RU2683596C9 - Inductor of linear induction machine - Google Patents

Abstract

FIELD: electrical engineering.SUBSTANCE: invention relates to induction machines with open magnetic conductor and can be used for pumping, dosing and mixing of liquid metals and alloys in metallurgical smelting-casting production. Disclosed is open magnetic core with winding, phases of which are formed by coils arranged in different parallel planes, wherein slots, in which conductors of coil of one phase are placed, alternate with slots, in which conductors of coil of other phase are arranged, and sections of windings of different phases alternate in height, open magnetic core has 2pm of slots in the inductor active zone and two slots located outside the active zone at the edges of the inductor, and each section of the winding has two layers of coils.EFFECT: technical result consists in creation of inductor of linear induction machine for transportation, dosing and mixing of liquid metals with improved energy indicators due to reduction of harmful effect of pulsating flow, as well as with smaller weight and size.4 cl, 8 dwg

Description

The invention relates to induction machines with an open magnetic circuit and can be used for pumping, dosing and mixing liquid metals and alloys in the metallurgical smelting and foundry industry. For this purpose, flat linear induction machines with multiphase windings are usually used [1]. In practice, three-phase (m = 3) and two-phase (m = 2) windings are mainly used. To strengthen the magnetic field of an electric machine, the active sides of the winding coils are laid in the grooves of the ferromagnetic magnetic circuit (core).

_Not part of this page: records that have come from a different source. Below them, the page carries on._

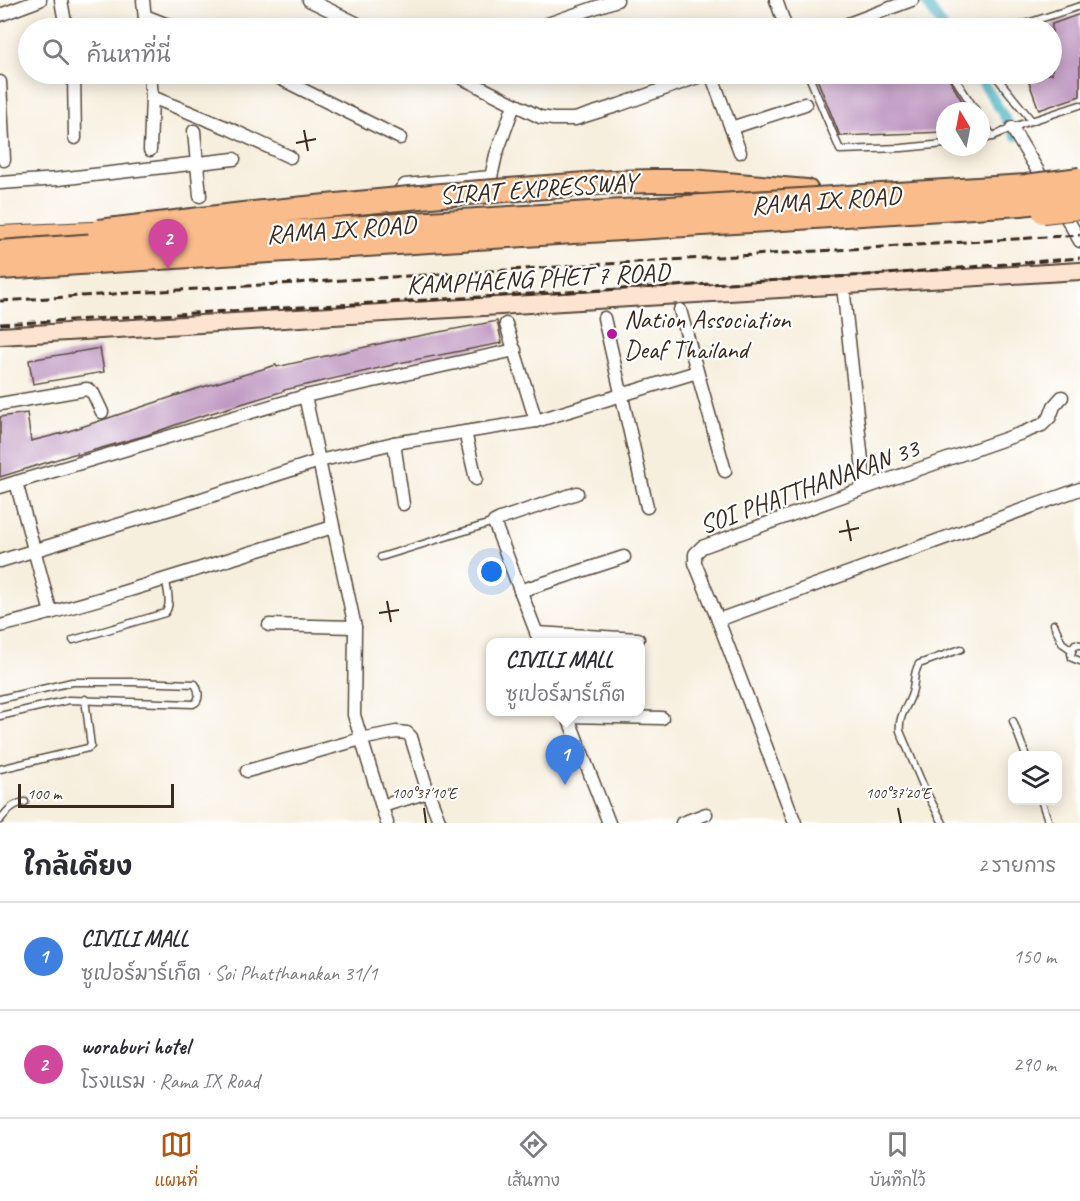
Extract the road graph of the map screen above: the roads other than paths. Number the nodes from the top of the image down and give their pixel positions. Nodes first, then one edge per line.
1 (40, 0) edge
2 (61, 0) edge
3 (143, 0) edge
4 (616, 0) edge
5 (776, 0) edge
6 (314, 1) edge
7 (910, 1) edge
8 (1080, 6) edge
9 (0, 15) edge
10 (64, 18) edge
11 (145, 18) edge
12 (347, 18) edge
13 (565, 18) edge
14 (782, 18) edge
15 (867, 18) edge
16 (1043, 18) edge
17 (0, 82) edge
18 (74, 84) edge
19 (151, 84) edge
20 (291, 84) edge
21 (473, 84) edge
22 (678, 84) edge
23 (715, 84) edge
24 (812, 84) edge
25 (958, 84) edge
26 (1002, 84) edge
27 (152, 97) junction
28 (970, 102) edge
29 (806, 104) dead end
30 (514, 105) junction
31 (1080, 105) edge
32 (1032, 121) junction
33 (1017, 126) junction
34 (731, 128) junction
35 (990, 128) edge
36 (194, 131) dead end
37 (996, 135) junction
38 (990, 137) edge
39 (75, 138) dead end
40 (400, 138) dead end
41 (936, 145) edge
42 (150, 150) dead end
43 (740, 152) dead end
44 (290, 157) dead end
45 (234, 159) dead end
46 (4, 160) dead end
47 (197, 164) junction
48 (1076, 173) edge
49 (0, 183) edge
50 (807, 191) junction
51 (200, 196) dead end
52 (1080, 205) edge
53 (375, 218) junction
54 (0, 236) edge
55 (1080, 241) edge
56 (0, 250) edge
57 (0, 268) edge
58 (1080, 271) edge
59 (0, 279) edge
60 (843, 286) junction
61 (680, 310) dead end
62 (604, 318) dead end
63 (506, 324) dead end
64 (0, 336) edge
65 (515, 350) junction
66 (697, 372) junction
67 (622, 395) junction
68 (305, 396) junction
69 (1062, 397) dead end
70 (0, 404) edge
71 (102, 412) dead end
72 (536, 421) junction
73 (465, 432) junction
74 (394, 443) junction
75 (319, 461) junction
76 (725, 471) dead end
77 (476, 479) dead end
78 (16, 482) junction
79 (0, 487) edge
80 (865, 488) junction
81 (1080, 489) edge
82 (577, 493) dead end
83 (403, 504) dead end
84 (647, 507) dead end
85 (494, 522) junction
86 (333, 527) junction
87 (34, 550) junction
88 (381, 557) dead end
89 (624, 557) dead end
90 (0, 561) edge
91 (166, 579) junction
92 (520, 591) junction
93 (51, 613) junction
94 (718, 620) junction
95 (1054, 624) dead end
96 (269, 625) dead end
97 (0, 626) edge
98 (355, 627) junction
99 (538, 638) edge
100 (73, 640) dead end
101 (1080, 645) edge
102 (961, 649) dead end
103 (1072, 650) junction
104 (1080, 661) edge
105 (0, 699) edge
106 (85, 699) junction
107 (0, 716) edge
108 (568, 716) edge
109 (614, 716) edge
110 (662, 718) dead end
111 (1013, 721) dead end
112 (361, 739) junction
113 (1024, 751) edge
114 (0, 769) edge
115 (247, 771) dead end
116 (428, 792) junction
117 (25, 802) dead end
118 (1042, 805) edge
119 (382, 806) junction
120 (706, 814) dead end
121 (0, 820) edge
122 (387, 823) edge
123 (440, 823) edge
124 (609, 823) edge
125 (682, 823) edge
126 (795, 823) edge
127 (943, 823) edge
128 (1049, 823) edge

1 - 9 street
2 - 10 street
3 - 11 street
4 - 13 street
5 - 14 street
6 - 12 street
7 - 15 street
8 - 16 lane
17 - 46 street
18 - 39 street
19 - 27 street
20 - 40 street
21 - 30 street
22 - 30 street
23 - 34 street
24 - 41 lane
25 - 28 lane
26 - 32 lane
27 - 42 street
27 - 44 street
29 - 34 street
30 - 53 street
31 - 32 lane
32 - 33 lane
33 - 37 lane
33 - 55 street
34 - 43 street
35 - 37 lane
36 - 47 street
37 - 38 lane
45 - 47 street
47 - 49 street
47 - 51 street
48 - 50 main road, RAMA IX ROAD
48 - 56 highway, SIRAT EXPRESSWAY, bridge
50 - 53 main road, RAMA IX ROAD
50 - 56 highway, bridge
52 - 57 highway, SIRAT EXPRESSWAY, bridge
52 - 59 main road, RAMA IX ROAD, bridge
53 - 54 main road, RAMA IX ROAD
58 - 60 street, KAMPHAENG PHET 7 ROAD
60 - 64 street, KAMPHAENG PHET 7 ROAD
60 - 80 street
61 - 66 street
62 - 67 street
63 - 65 street
65 - 68 street
65 - 72 street
66 - 67 street
66 - 76 street
67 - 72 street
67 - 84 street
68 - 75 street
68 - 78 street
69 - 80 street, SOI PHATTHANAKAN 33
70 - 71 street
72 - 73 street
73 - 74 street
73 - 77 street
74 - 75 street
74 - 83 street
75 - 86 street
75 - 87 street
78 - 79 street
78 - 87 street
80 - 94 street, SOI PHATTHANAKAN 33
81 - 94 street
82 - 85 street
85 - 88 lane
85 - 92 street
86 - 91 street
86 - 98 street
87 - 90 street
87 - 93 street
89 - 92 street
91 - 93 street
91 - 100 lane
92 - 99 street
93 - 97 street
94 - 126 street, SOI PHATTHANAKAN 33
95 - 103 lane
96 - 98 street
98 - 112 street
101 - 103 lane
102 - 127 lane
103 - 104 lane
105 - 106 lane
106 - 107 lane
106 - 114 lane
108 - 124 street
109 - 110 street
111 - 113 lane
112 - 115 street
112 - 116 street
112 - 119 street
116 - 119 street
116 - 123 street
117 - 121 lane
118 - 128 lane
119 - 122 street
120 - 125 street

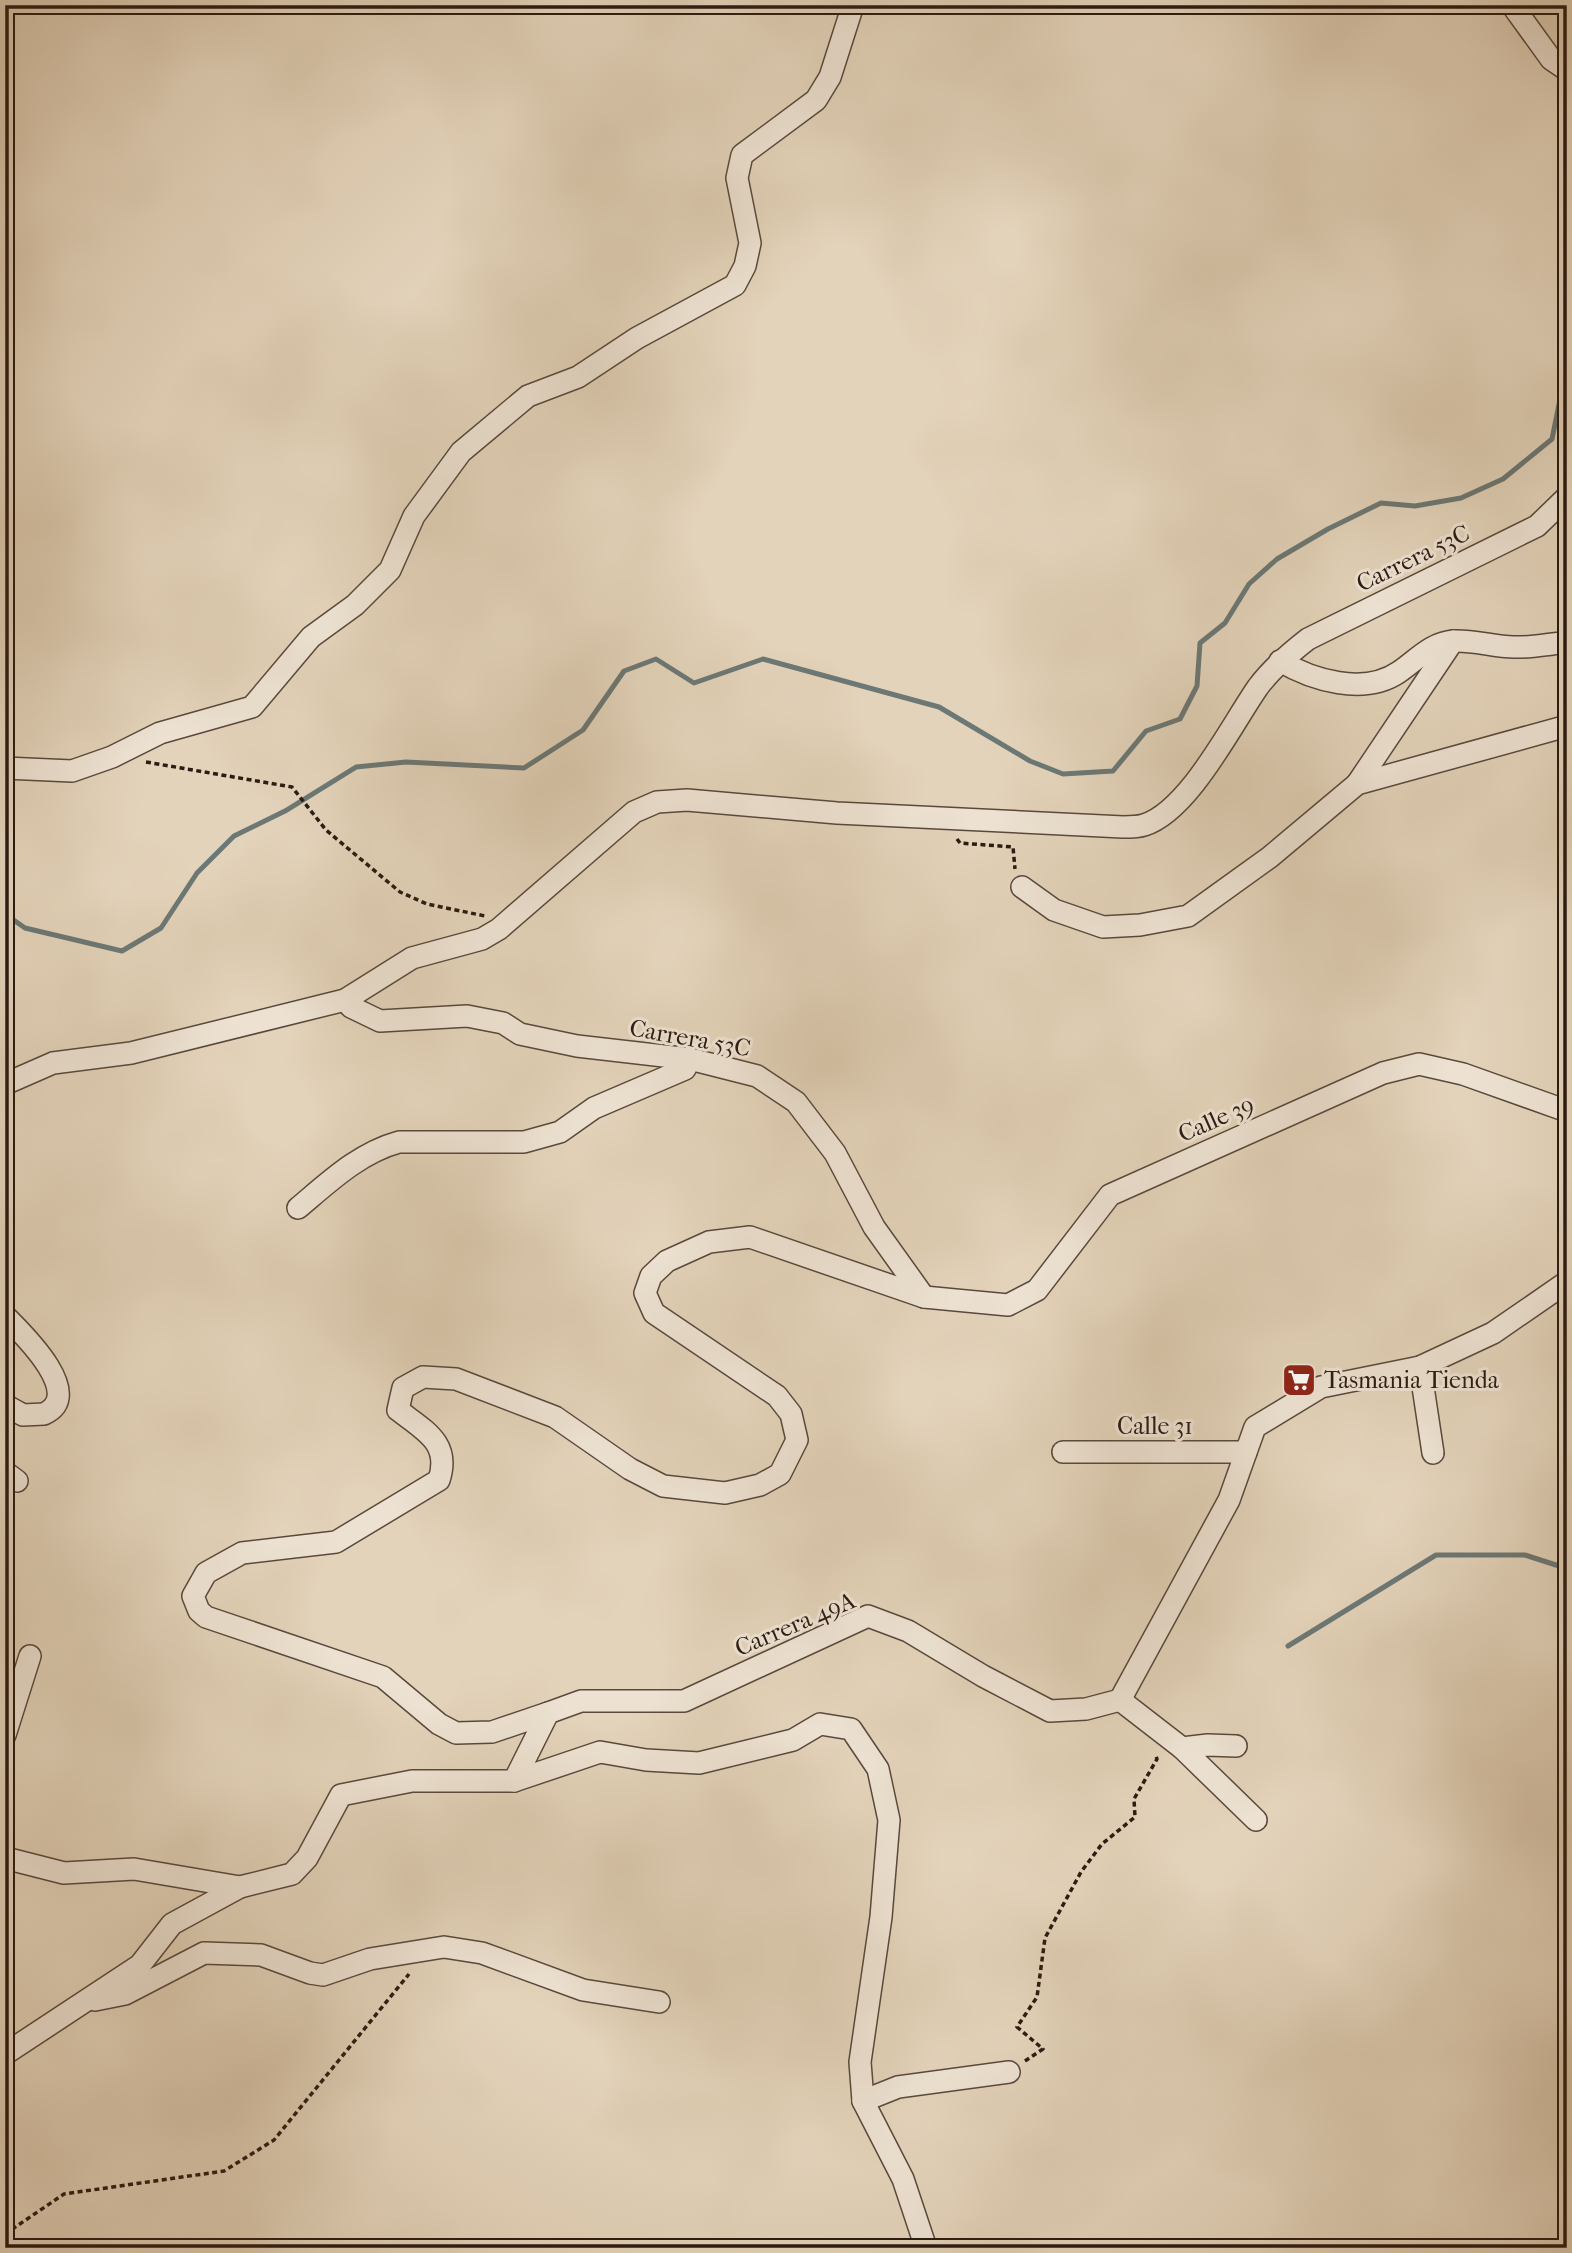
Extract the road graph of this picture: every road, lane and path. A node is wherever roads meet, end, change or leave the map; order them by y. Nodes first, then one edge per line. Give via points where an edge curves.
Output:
1 (853, 5) edge
2 (1512, 5) edge
3 (1567, 71) edge
4 (1567, 497) edge
5 (1567, 639) edge
6 (1453, 641) junction
7 (1280, 661) junction
8 (1567, 726) edge
9 (111, 757) junction
10 (5, 768) edge
11 (1357, 784) junction
12 (938, 818) junction
13 (1022, 887) joint
14 (499, 929) junction
15 (345, 1000) junction
16 (690, 1059) junction
17 (5, 1084) edge
18 (1567, 1111) edge
19 (298, 1208) dead end
20 (1567, 1282) edge
21 (924, 1297) junction
22 (5, 1316) edge
23 (1420, 1367) junction
24 (5, 1405) edge
25 (1063, 1452) dead end
26 (1246, 1452) junction
27 (1433, 1453) dead end
28 (30, 1656) dead end
29 (1120, 1700) junction
30 (548, 1713) junction
31 (5, 1735) edge
32 (1236, 1746) dead end
33 (1153, 1748) dead end
34 (1182, 1748) junction
35 (514, 1782) junction
36 (1256, 1821) dead end
37 (5, 1858) edge
38 (240, 1887) junction
39 (417, 1967) dead end
40 (87, 2002) junction
41 (659, 2002) dead end
42 (5, 2054) edge
43 (1009, 2072) joint
44 (863, 2101) junction
45 (5, 2234) edge
46 (926, 2248) edge

1 - 9 street via 830,77 816,100 742,155 737,178 750,243 746,266 735,285 638,338 579,377 528,396 461,452 414,516 390,570 312,638 252,707 160,733
2 - 3 street via 1551,60
4 - 7 street, Carrera 53C via 1537,526 1308,639
5 - 6 street via 1515,647
6 - 7 street via 1420,652 1398,673 1371,683 1346,684 1301,673
6 - 11 street
7 - 12 street, Carrera 53C via 1259,686 1227,740 1170,810 1144,825
8 - 11 street
9 - 10 street via 72,771
9 - 14 path via 292,787 326,830 400,892 428,904 485,916
11 - 13 street via 1270,857 1188,916 1103,927 1054,910
12 - 13 path via 960,842 1013,847
12 - 14 street, Carrera 53C via 687,800 657,802 634,812
14 - 15 street, Carrera 53C via 482,939 412,958
15 - 16 street, Carrera 53C via 380,1021 467,1016 577,1046
15 - 17 street, Carrera 53C via 131,1053 53,1063
16 - 19 street via 685,1069 594,1108 560,1132 524,1142 399,1142 384,1146 359,1158
16 - 21 street, Carrera 53C via 757,1076 796,1102 835,1153 874,1227
18 - 21 street, Calle 39 via 1419,1064 1383,1073 1110,1195 1037,1290 1008,1305
20 - 23 street via 1493,1333
21 - 30 street, Calle 39 via 750,1237 709,1242 667,1261 651,1276 645,1293 654,1312 777,1396 791,1414 797,1440 780,1474 760,1485 725,1493 663,1486 555,1418 456,1379 423,1377 403,1388 398,1410 437,1442 445,1462 439,1480 336,1542 242,1553 206,1573 193,1595 206,1616 383,1677 456,1733 492,1732
22 - 24 street via 55,1375 57,1390 53,1405 44,1414 23,1415
23 - 26 street via 1321,1387 1255,1427
23 - 27 street
25 - 26 street, Calle 31
26 - 29 street via 1228,1500
28 - 31 street
29 - 30 street, Carrera 49A via 1086,1709 1050,1711 908,1631 867,1616 684,1700 580,1701
29 - 34 street
30 - 35 street
32 - 34 street
33 - 43 path via 1157,1759 1134,1799 1135,1817 1102,1844 1081,1872 1045,1938 1037,1997 1017,2027 1043,2049
34 - 36 street
35 - 38 street via 412,1781 341,1795 307,1858 292,1874
35 - 44 street via 600,1752 699,1763 793,1740 820,1724 851,1729 878,1769 888,1820 881,1917 860,2062
37 - 38 street via 64,1873 134,1869
38 - 40 street via 172,1924 139,1965
39 - 45 path via 274,2140 224,2171 64,2194
40 - 41 street via 125,1994 204,1953 261,1955 323,1975 370,1959 444,1947 482,1953 583,1990
40 - 42 street
43 - 44 street via 898,2087
44 - 46 street via 904,2179

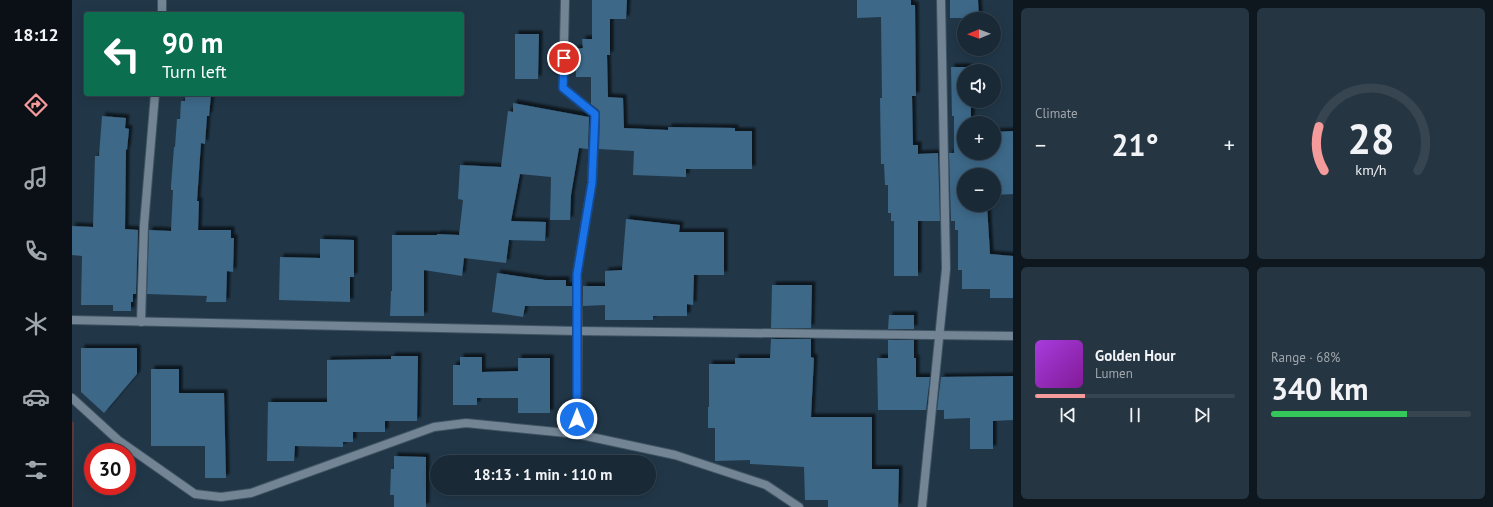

The use of linear induction machines in the smelting and foundry industry has features. Due to the large gaps between the inductors of the machines and the molten metal, due to the presence of heat-insulating materials, it is necessary to allow a large linear current load of the windings. However, the current densities in the windings are limited due to difficult cooling conditions. Therefore, it is necessary to use multi-turn windings and lay their active sides in deep and wide grooves. Under these conditions, the implementation of the usual types of windings with numerous bends of the frontal parts in various planes becomes difficult. It is especially difficult to produce such windings for low-frequency installations (for example, MHD-mixers of aluminum melts have a current frequency in the winding of 0.3≤f <l, 2 Hz). Such a winding “breathes” under the influence of electromagnetic forces, and during operation, its insulation is frayed, which leads to the winding coming out of working condition.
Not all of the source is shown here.